Alice in Wonderland turns 150: Dreams and tea party fantasies live on
Lewis Carroll's classic tale translated into 174 languages
The girl in the pinafore with the inquiring mind is turning 150 years old this year and she's being celebrated in the style you would expect here in her native England.
There's a commemorative postage stamp, a retrospective on "The Alice Look" at the Victoria and Albert Museum of Childhood in London and various teas around town are offering up "eat-me" cakes.
From the hookah-smoking caterpillar to the Cheshire Cat disappearing behind his toothy grin, Alice's Adventures in Wonderland appears to be as much loved today as it was when it first drifted onto a drab Victorian landscape back in 1865.
After the Bible and Shakespeare, it's said, the Alice books are the most widely quoted in the Western world.
They've been translated into 174 languages and there will be more translations to come this year to mark the sesquicentenary. There's even a version in Cockney rhyming slang.
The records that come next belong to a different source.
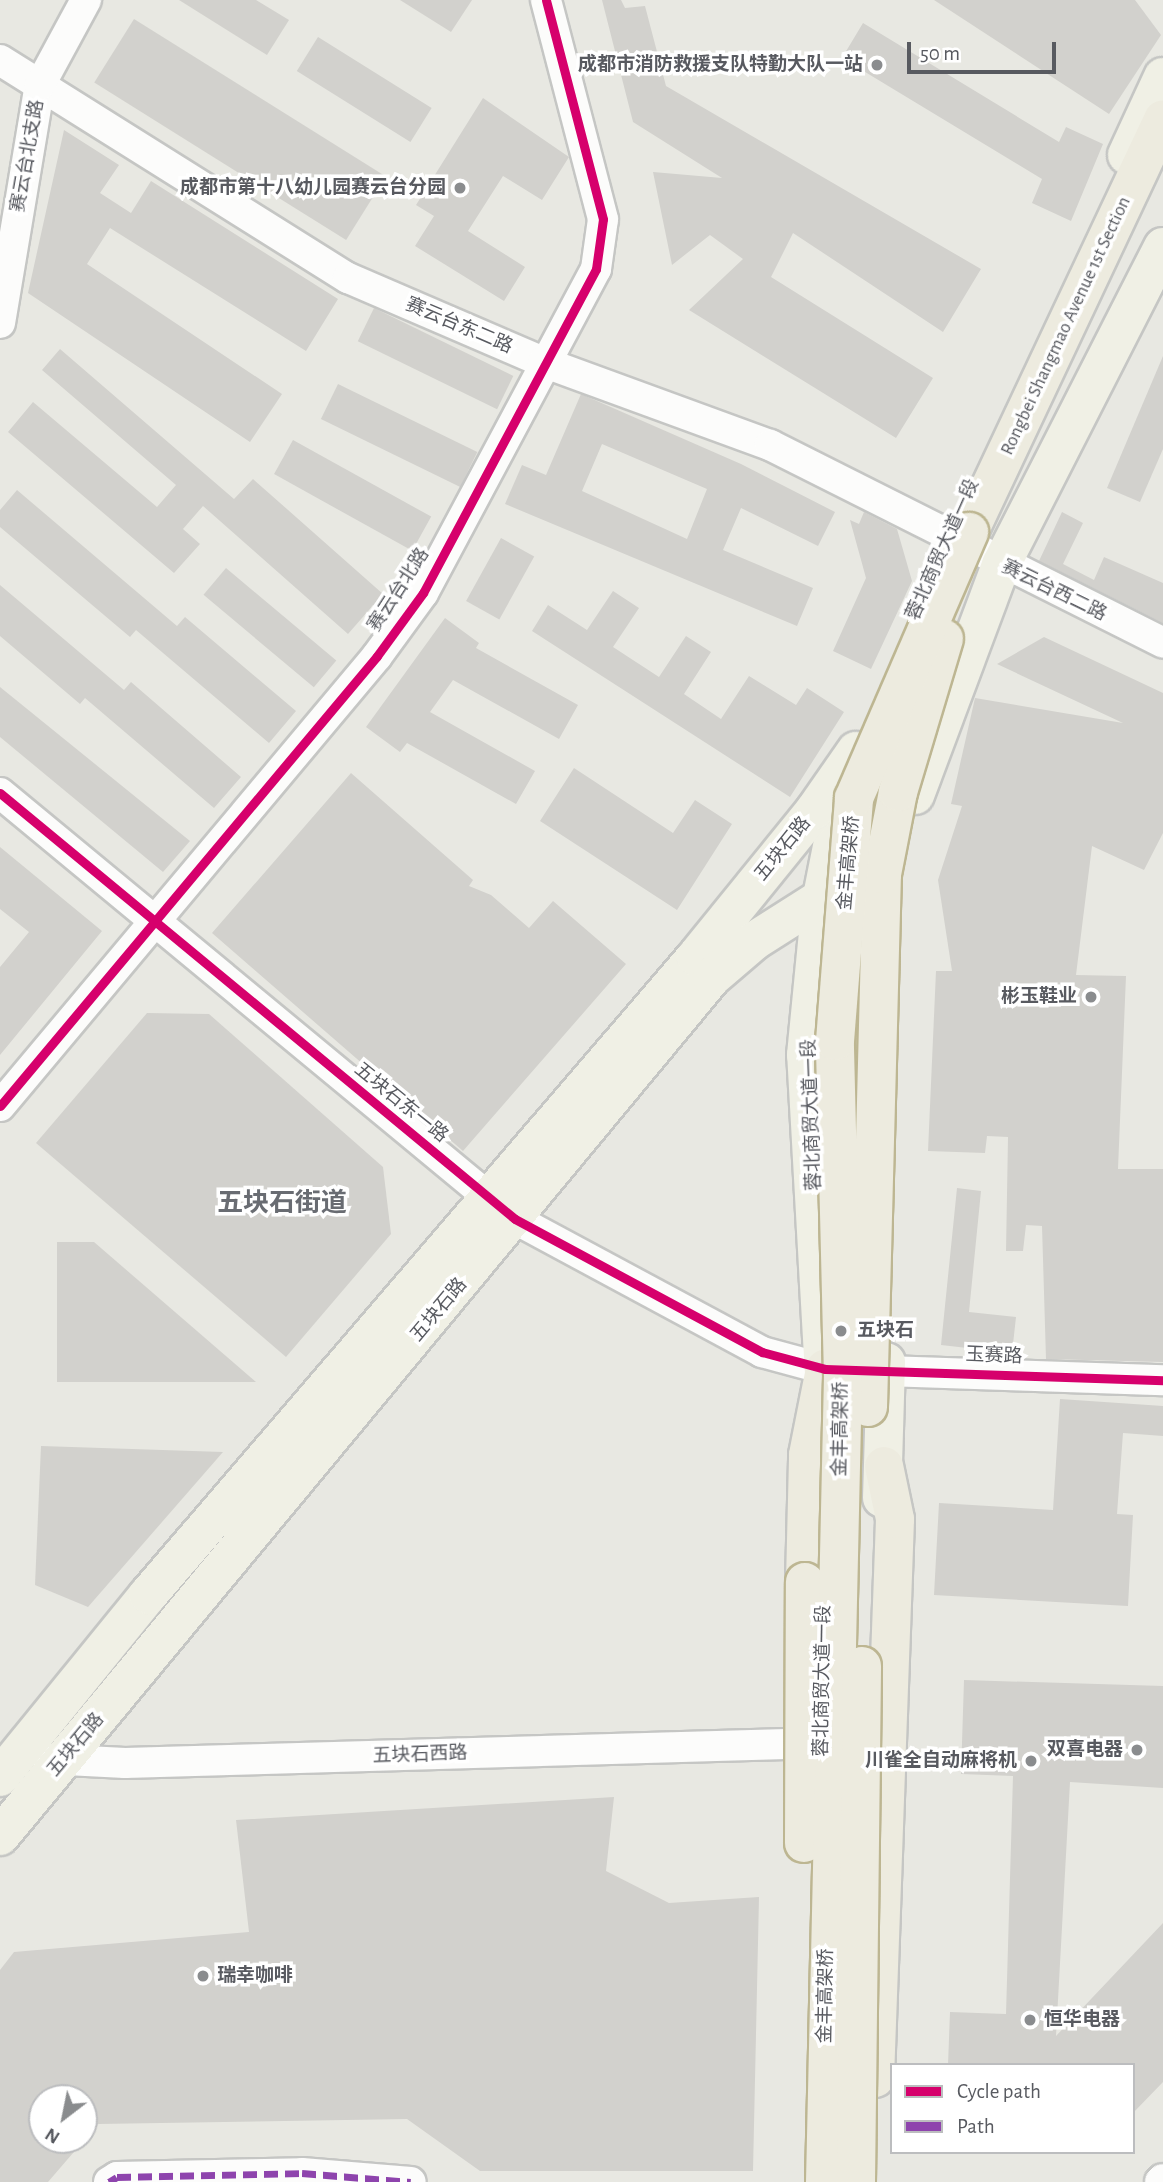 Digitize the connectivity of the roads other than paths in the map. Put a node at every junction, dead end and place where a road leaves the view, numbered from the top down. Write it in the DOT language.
graph roads {
  1 [pos="86,0"];
  2 [pos="546,0"];
  3 [pos="0,60"];
  4 [pos="1163,77"];
  5 [pos="40,85"];
  6 [pos="1163,119"];
  7 [pos="1163,173"];
  8 [pos="1163,247"];
  9 [pos="0,323"];
  10 [pos="543,362"];
  11 [pos="976,544"];
  12 [pos="1163,643"];
  13 [pos="856,751"];
  14 [pos="0,793"];
  15 [pos="908,817"];
  16 [pos="821,902"];
  17 [pos="155,924"];
  18 [pos="0,1106"];
  19 [pos="503,1209"];
  20 [pos="825,1368"];
  21 [pos="886,1369"];
  22 [pos="1163,1380"];
  23 [pos="884,1466"];
  24 [pos="822,1743"];
  25 [pos="63,1760"];
  26 [pos="9,1767"];
  27 [pos="0,1836"];
  28 [pos="109,2182"];
  29 [pos="411,2182"];
  30 [pos="800,2182"];
  31 [pos="815,2182"];
  32 [pos="825,2182"];
  33 [pos="858,2182"];
  34 [pos="874,2182"];
  1 -- 5 [label="street, 赛云台北支路"];
  2 -- 10 [label="street, 赛云台北路"];
  3 -- 5 [label="street, 赛云台东二路"];
  4 -- 11 [label="main road, 蓉北商贸大道一段"];
  5 -- 9 [label="street, 赛云台北支路"];
  5 -- 10 [label="street, 赛云台东二路"];
  6 -- 11 [label="highway, Rongbei Shangmao Avenue 1st Section"];
  7 -- 11 [label="highway, 蓉北商贸大道一段"];
  8 -- 11 [label="main road, 蓉北商贸大道一段"];
  10 -- 11 [label="street, 赛云台东二路"];
  10 -- 17 [label="street, 赛云台北路"];
  11 -- 12 [label="street, 赛云台西二路"];
  11 -- 13 [label="main road, 蓉北商贸大道一段"];
  11 -- 15 [label="main road, 蓉北商贸大道一段"];
  11 -- 32 [label="highway, 金丰高架桥, bridge"];
  11 -- 33 [label="highway, 金丰高架桥, bridge"];
  13 -- 16 [label="main road, 蓉北商贸大道一段"];
  13 -- 19 [label="main road, 五块石路"];
  14 -- 17 [label="street, 五块石东一路"];
  15 -- 16 [label="main road, 五块石路"];
  15 -- 21 [label="main road, 蓉北商贸大道一段"];
  16 -- 19 [label="main road, 五块石路"];
  16 -- 20 [label="main road, 蓉北商贸大道一段"];
  17 -- 18 [label="street, 赛云台北路"];
  17 -- 19 [label="street, 五块石东一路"];
  19 -- 20 [label="street, 五块石东一路"];
  19 -- 25 [label="main road, 五块石路"];
  19 -- 26 [label="main road, 五块石路"];
  20 -- 21 [label="street, 玉赛路"];
  20 -- 24 [label="main road, 蓉北商贸大道一段"];
  20 -- 30 [label="highway, bridge"];
  21 -- 22 [label="street, 玉赛路"];
  21 -- 23 [label="main road, 蓉北商贸大道一段"];
  23 -- 33 [label="main road, 蓉北商贸大道一段"];
  23 -- 34 [label="highway"];
  24 -- 25 [label="street, 五块石西路"];
  24 -- 31 [label="main road, 蓉北商贸大道一段"];
  25 -- 26 [label="street, 五块石西路"];
  25 -- 27 [label="main road, 五块石路"];
  28 -- 29 [label="street"];
}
But the New Yorker culture critic Anthony Lane recently mused in an essay for that magazine about whether anyone still actually reads the book despite its enduring and pervasive presence beyond the mere printed page, calling Alice a "prime case of cultural osmosis."
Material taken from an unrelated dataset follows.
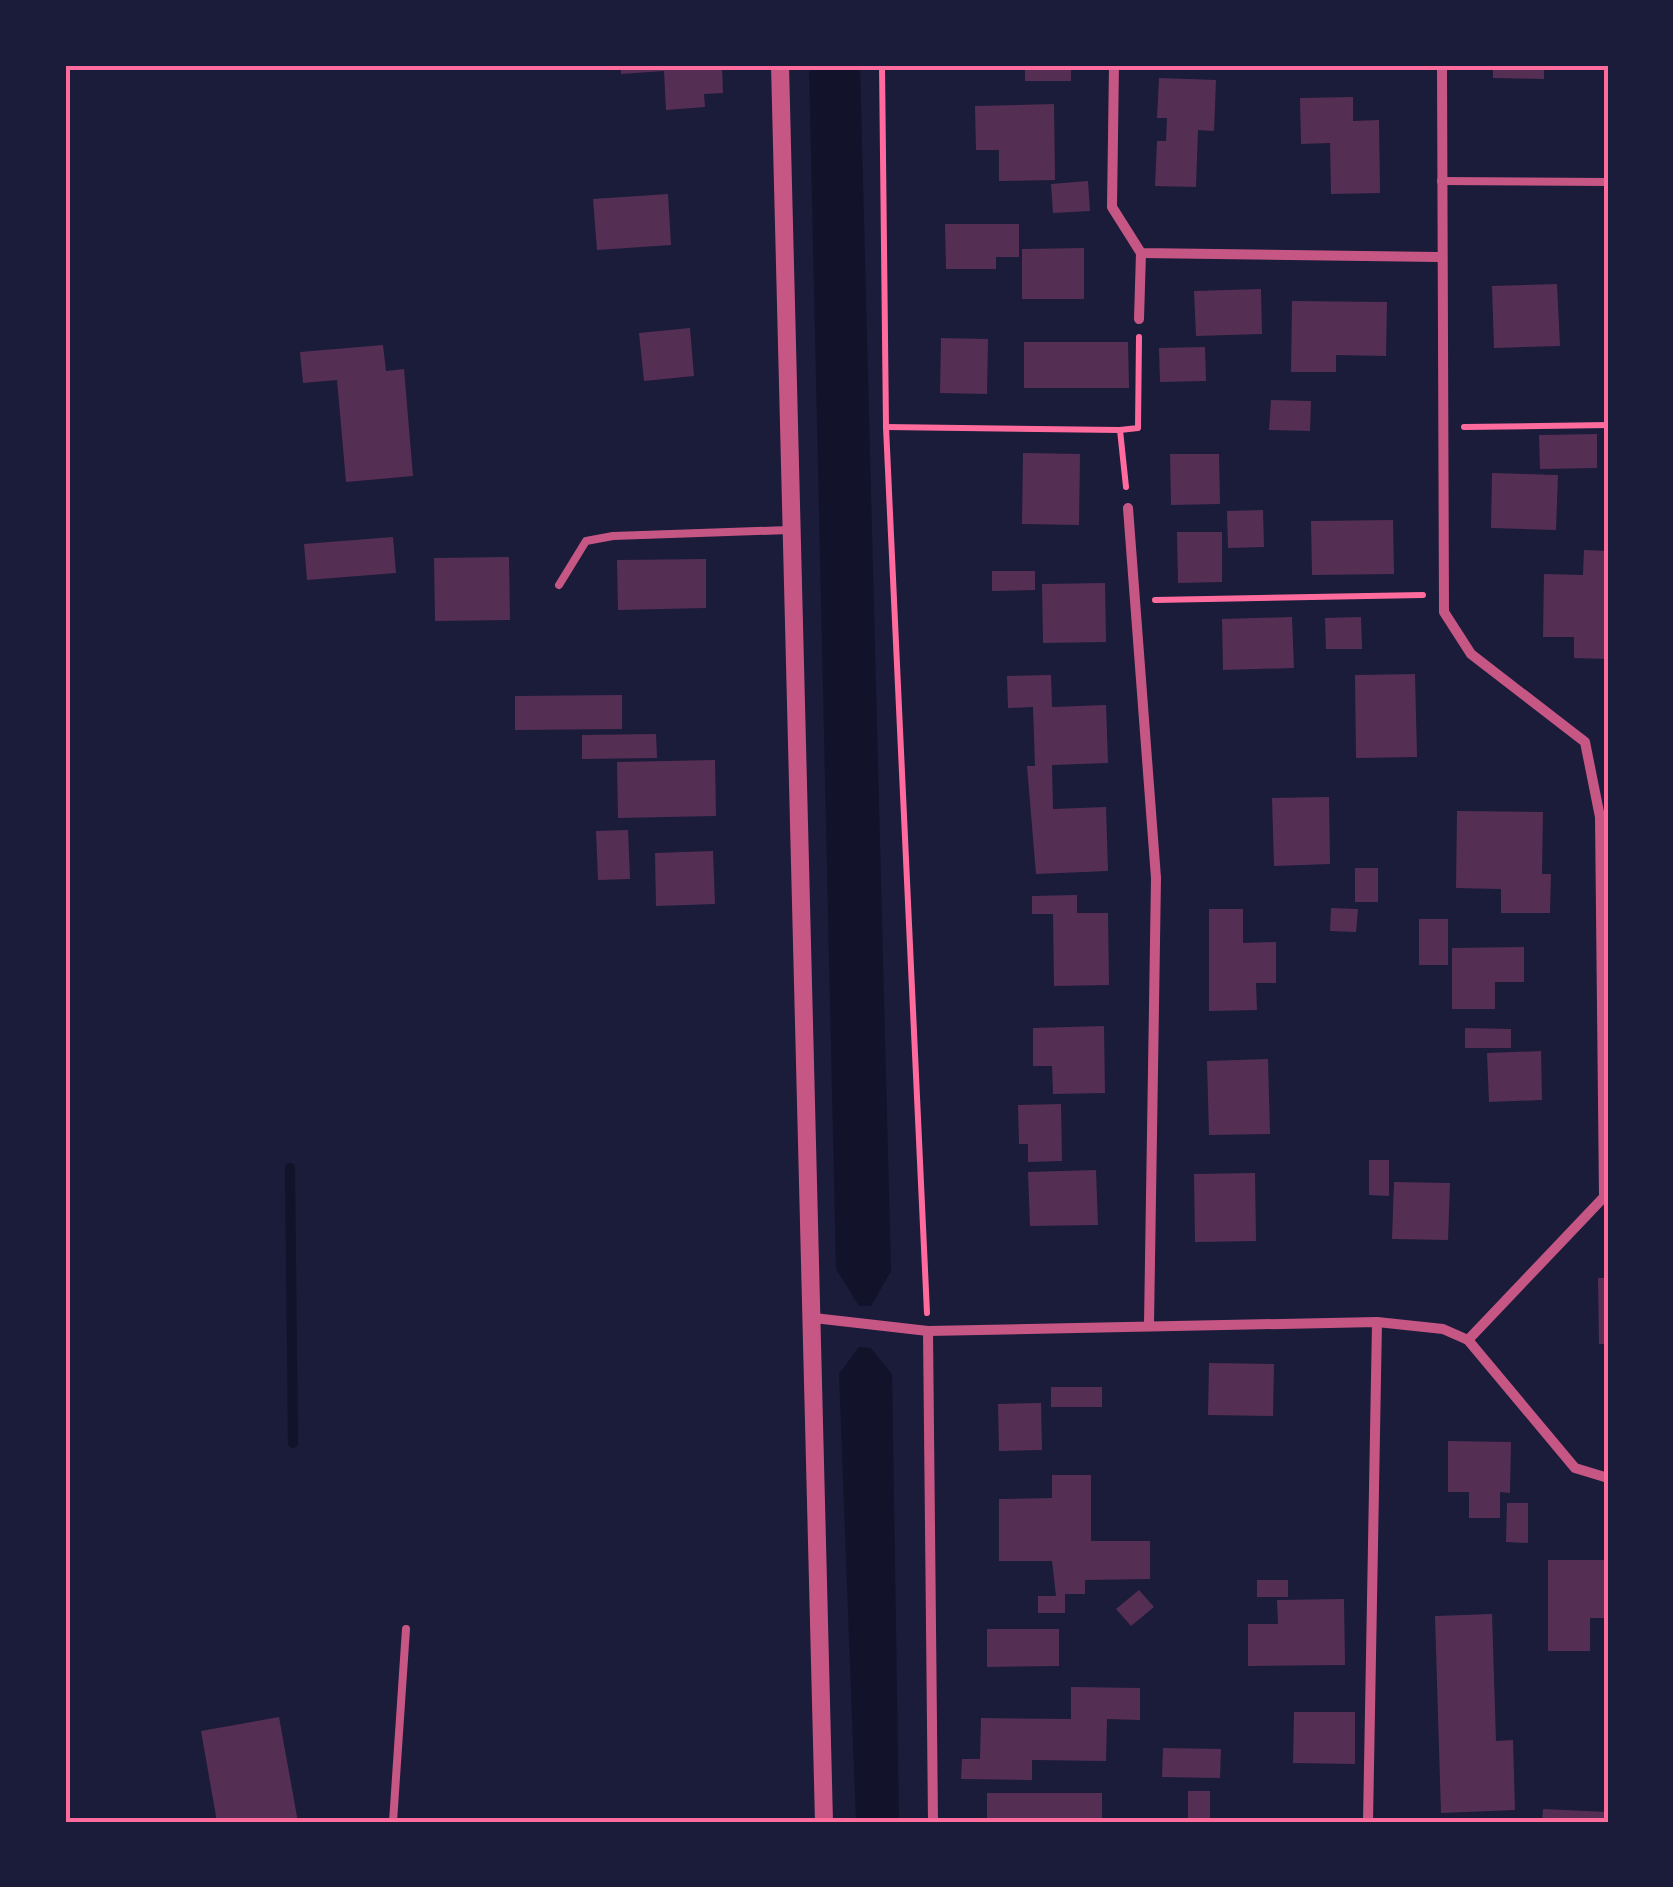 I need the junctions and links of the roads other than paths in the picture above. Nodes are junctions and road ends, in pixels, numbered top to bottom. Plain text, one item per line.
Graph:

"Having seeped through the membrane of the original books, she has spent the past century and a half infusing herself into the language, and the broader social discourse," wrote Lane.
"As a result, we can all too easily picture her, quote her or follow her example in the nonsense of our own lives without having read — or even feeling that we need to read — a word of Lewis Carroll."
Artistic muse
One need only take a walk through London's vivid — some would say lurid — Camden Town, to feel the truth of that.
The imagery sneaks up on you. There are rows of angular, steel-heeled boots worthy of any Red Queen, bouquets of pocket watches glistening in the sun and giant playing cards stuck on T-shirts and building sidings with gay abandon.
Beyond the particular delights of Camden Town, Alice remains a muse to artists and musicians, from Jefferson Airplane's 1970s drug anthem White Rabbit to Gwen Stefani's What You Waiting For video.
She even made into the Matrix movies.
"I imagine, right now, you must be feeling a bit like Alice, tumbling down the rabbit hole?" says Morpheus to Neo. And later: "You take the red pill and you stay in Wonderland and I show you how deep the rabbit hole goes."
Even the Queen has worn more than a smattering of hats with a sneaking resemblance to the outline of the Mad Hatter's chapeau.
Will Brooker, a professor at Kingston University in London and the author of a book called Alice's Adventures: Lewis Carroll in Popular Culture, says the enduring appeal of Alice is its seemingly limitless adaptability to the concerns of any generation during any given age.
"In the 1930s, it seemed very rich for psychoanalysis," he says. "The idea that things aren't what they are on the surface … and Freud's idea, The Interpretation of Dreams, was first published in the 1900s.
"I think at various points in the 20th century, people have taken a book that was written at a certain time in a certain context and assumed that it must map entirely onto what they were experiencing."
Picnic tale
The same would apply, for example, to those experimenting with drugs in the 1970s who assumed that Carroll must have taken drugs too, he says, even though there is no evidence that he did any such thing.
Lewis Carroll whose real name was Charles Dodgson) first told the tale to a young girl named Alice and her sisters while out for a picnic along the Thames in Oxford in 1863. Carroll was an Oxford mathematician and Alice and her sisters the children of the dean of Christ Church College.
Brooker agrees that fewer people might actually be sitting down with the book and reading it.
"You know the meaning of books changes in popular culture. And that may be the way we are seeing Alice change. Only the most recognisable visual icons are going to remain."
And a shame that would be, say Carrollians everywhere, for the joy of the books and its sequel Through The Looking Glass lies in the language.
Carroll moulds words to his purpose like slick, wet clay or perhaps more appropriately in the spirit of Alice, like taffy being churned and stretched into shape by a master candy maker. He is, after all, the man who gave us words like chortle and galumph and portmanteau.
Borrowing from the icon
If fewer and fewer people are actually reading the book, it is a strange paradox. The book, after all, hasn't been out of print since it was first published 150 years ago.
And even those cashing in on — or borrowing here and there from — Alice the pop culture icon are in their own way bringing the book back to people.
Two of my favourite characters in Camden Town are a pair of Brazilian buskers named Silas and Leandro who set up a Mad Hatter's tea party on the high street every day. You get a selfie and some imaginary tea with the Hatter himself and the White Rabbit.
You're invited to make a donation, but it doesn't take away from the fun of what they say they're trying to do.
Silas, who plays the Hatter, calls their table the Wonderland Embassy.
"It's about fantasy and dreams, you know," says Leandro's Rabbit. "And this is what we do here. We bring people to the book."